# End of the day piece



## LC (Jan 8, 2008)

Hello Folks, don't remember what catagory it was where there was comments made on a aqua demijohn on eBay. Reference was made about it possibly being an end of the day piece. I had made a comment about a jar I had that I felt was an end of the day piece and said I would try and get some pics of it to show the members of the forum. Well, got up the nerve this afternoon to drag it down off of a high shelf in the garage and try and take some pics of it. And here they are. I took sever al different angles to try and show the bubbles best I could.

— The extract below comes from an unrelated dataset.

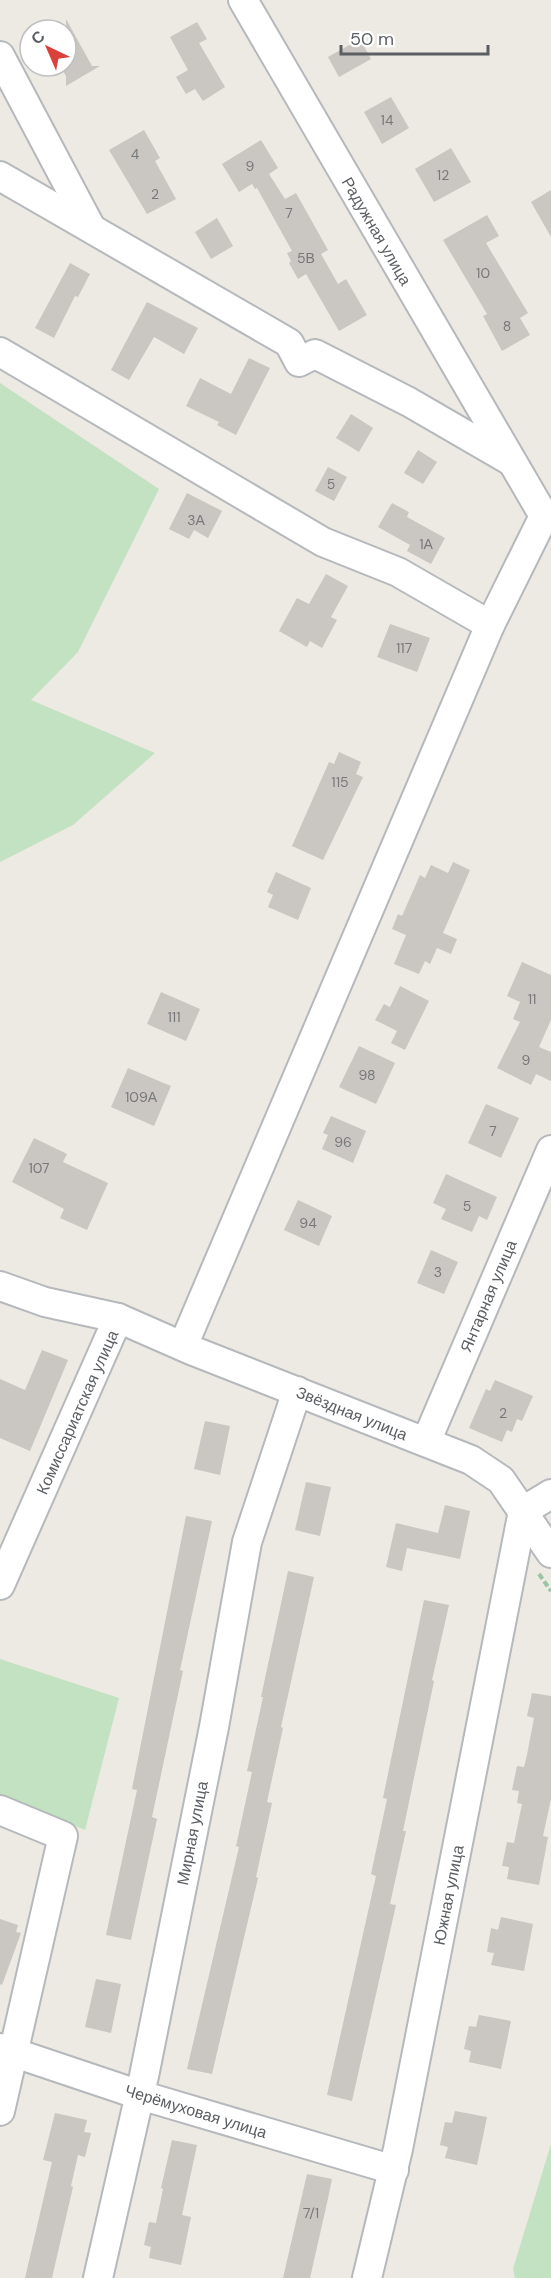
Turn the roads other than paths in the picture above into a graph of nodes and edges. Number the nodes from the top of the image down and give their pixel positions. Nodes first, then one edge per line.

 And Tigue, I have not forgotten about pics of the crock pig I made reference to, but am having a hard time trying to catch up with the lady who has it. I still intend to post pics of it if and when she will let me take them.


----------



## LC (Jan 8, 2008)

And another.


----------



## LC (Jan 8, 2008)

And another.


----------



## LC (Jan 8, 2008)

And another,


----------



## LC (Jan 8, 2008)

And another.


----------



## LC (Jan 8, 2008)

And last, hope this wasn't overkill, but each shot looked different to me.


----------



## idigjars (Jan 8, 2008)

Nice Lou!  Thanks for sharing the pics.    Paul


----------



## capsoda (Jan 8, 2008)

Hey Louis, Really great demi. You sure don't see them that color everyday. Looks like the metal was gathered in a hurry and while it wasn't hot enough and then blew it into a cold mold. Lot of character in that one. 

 I always called it beginning of the day but actually it could have been done anytime of the day with a batch or mold change. I


----------



## LC (Jan 8, 2008)

Thanks Warren. I was always under the understanding that this was caused by the bottle blower taking the molten glass too close off the top of the bubbling batch of molten glass grabbing up the air bubbles as it came out of the kiln. Over time I had heard a few other reasonings concerning the matter. All I can say for sure about it is that I am glad it happened whatever the cause of it is ! I do not think there is anything more beautiful when it comes to bottles, than one plasted with bubbles throughout. 
     I had a green Congress Water bottle once that was riddled with tiny bubbles all through it just like this bottle. It was a lighter green than what you usually see, and the bubbles were quite promonent. I let a friend of mine talk me out of it, wish I had never let it go.


----------



## tigue710 (Jan 9, 2008)

That is a beauty, what kind of lip does it have it?


----------



## LC (Jan 9, 2008)

Hey tigue, I am not sure what you would call that type of lip, it takes a cork I guess, there are no screw threads, but the lip on this container is somewhat different from most of these types of containers I have seen. I am curious as to what the age of it might possibly be. Have any idea ? It is not pontiled. I have had it for about twenty years or so.


----------



## annie44 (Jan 9, 2008)

Louis,
 Great bottle and photos!  Here are a couple pics of the Oak Orchard bottle I have that I think is an "end of the day" piece.  Every inch is covered with tiny bubbles!
 Cindy


----------



## annie44 (Jan 9, 2008)

One more photo.....


----------



## LC (Jan 10, 2008)

Hello Annie, and thanks for posting your bottle for all of us to see. Its a beauty as well.  Is it pontiled ? And I am also now jealous, *your bottle is embossed* !!


----------



## campdumpdigger (Nov 12, 2008)

Dumb question from a novice...is that green interspersed with the clear actually the glass, or is that green algae inside the bottle, LC?  Regardless, it's quite the piece.


----------



## LC (Nov 12, 2008)

I do not believe there is ever a dumb question campdumpdigger . That is the color of the glass *.*


----------